=== Begin Enclosure ===
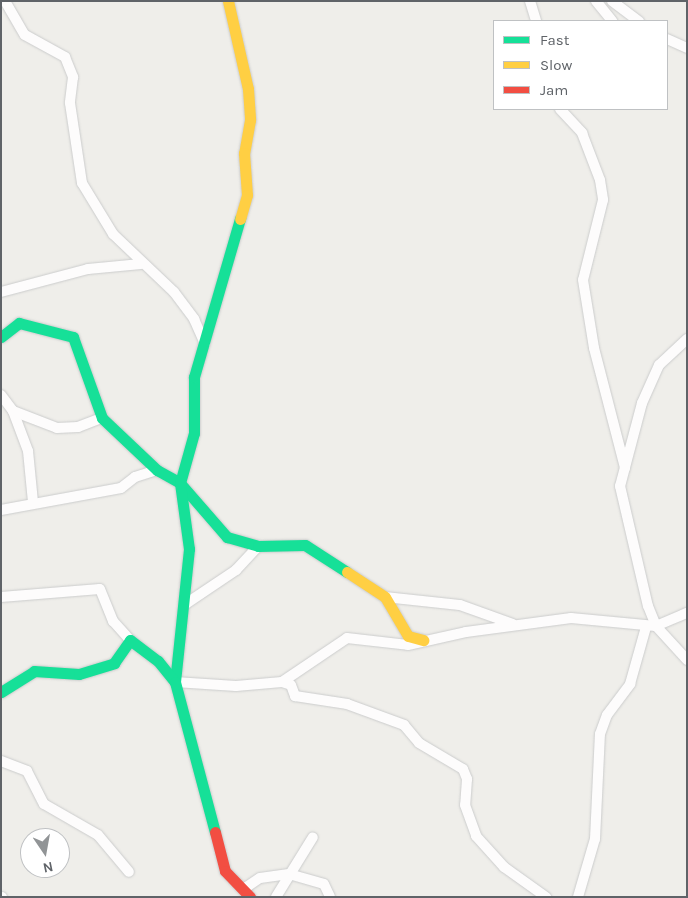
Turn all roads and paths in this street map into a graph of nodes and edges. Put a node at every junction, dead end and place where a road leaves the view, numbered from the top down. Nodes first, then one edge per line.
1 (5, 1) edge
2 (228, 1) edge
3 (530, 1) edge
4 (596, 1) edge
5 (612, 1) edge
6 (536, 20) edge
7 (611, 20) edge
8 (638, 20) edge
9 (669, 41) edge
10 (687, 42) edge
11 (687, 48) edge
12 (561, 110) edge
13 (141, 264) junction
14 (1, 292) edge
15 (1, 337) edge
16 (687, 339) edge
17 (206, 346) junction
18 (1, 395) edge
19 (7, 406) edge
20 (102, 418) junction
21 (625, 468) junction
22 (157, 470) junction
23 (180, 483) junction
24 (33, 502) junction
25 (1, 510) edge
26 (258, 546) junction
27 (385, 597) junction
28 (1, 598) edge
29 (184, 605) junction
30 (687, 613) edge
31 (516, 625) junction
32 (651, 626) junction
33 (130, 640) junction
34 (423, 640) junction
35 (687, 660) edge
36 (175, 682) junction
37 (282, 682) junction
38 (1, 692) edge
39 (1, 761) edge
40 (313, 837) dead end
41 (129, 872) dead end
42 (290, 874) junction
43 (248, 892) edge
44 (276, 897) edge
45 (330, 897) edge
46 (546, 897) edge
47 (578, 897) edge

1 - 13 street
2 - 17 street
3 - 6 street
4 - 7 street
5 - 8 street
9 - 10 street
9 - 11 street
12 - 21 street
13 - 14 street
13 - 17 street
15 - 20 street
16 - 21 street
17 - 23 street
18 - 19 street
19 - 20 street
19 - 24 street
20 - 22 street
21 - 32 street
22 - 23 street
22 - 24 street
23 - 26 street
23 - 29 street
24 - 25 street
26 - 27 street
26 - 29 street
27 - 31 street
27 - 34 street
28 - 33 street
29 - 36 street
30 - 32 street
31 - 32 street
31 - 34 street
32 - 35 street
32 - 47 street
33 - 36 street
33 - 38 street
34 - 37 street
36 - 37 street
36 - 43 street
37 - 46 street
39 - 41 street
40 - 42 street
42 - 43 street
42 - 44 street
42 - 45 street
=== End Enclosure ===
● **Exercise**: I'd like every record transcribed exactly, with no pictures carried over.

● **Answer space**:
Turn all roads and paths in this street map into a graph of nodes and edges. Put a node at every junction, dead end and place where a road leaves the view, numbered from the top down. Nodes first, then one edge per line.
1 (5, 1) edge
2 (228, 1) edge
3 (530, 1) edge
4 (596, 1) edge
5 (612, 1) edge
6 (536, 20) edge
7 (611, 20) edge
8 (638, 20) edge
9 (669, 41) edge
10 (687, 42) edge
11 (687, 48) edge
12 (561, 110) edge
13 (141, 264) junction
14 (1, 292) edge
15 (1, 337) edge
16 (687, 339) edge
17 (206, 346) junction
18 (1, 395) edge
19 (7, 406) edge
20 (102, 418) junction
21 (625, 468) junction
22 (157, 470) junction
23 (180, 483) junction
24 (33, 502) junction
25 (1, 510) edge
26 (258, 546) junction
27 (385, 597) junction
28 (1, 598) edge
29 (184, 605) junction
30 (687, 613) edge
31 (516, 625) junction
32 (651, 626) junction
33 (130, 640) junction
34 (423, 640) junction
35 (687, 660) edge
36 (175, 682) junction
37 (282, 682) junction
38 (1, 692) edge
39 (1, 761) edge
40 (313, 837) dead end
41 (129, 872) dead end
42 (290, 874) junction
43 (248, 892) edge
44 (276, 897) edge
45 (330, 897) edge
46 (546, 897) edge
47 (578, 897) edge

1 - 13 street
2 - 17 street
3 - 6 street
4 - 7 street
5 - 8 street
9 - 10 street
9 - 11 street
12 - 21 street
13 - 14 street
13 - 17 street
15 - 20 street
16 - 21 street
17 - 23 street
18 - 19 street
19 - 20 street
19 - 24 street
20 - 22 street
21 - 32 street
22 - 23 street
22 - 24 street
23 - 26 street
23 - 29 street
24 - 25 street
26 - 27 street
26 - 29 street
27 - 31 street
27 - 34 street
28 - 33 street
29 - 36 street
30 - 32 street
31 - 32 street
31 - 34 street
32 - 35 street
32 - 47 street
33 - 36 street
33 - 38 street
34 - 37 street
36 - 37 street
36 - 43 street
37 - 46 street
39 - 41 street
40 - 42 street
42 - 43 street
42 - 44 street
42 - 45 street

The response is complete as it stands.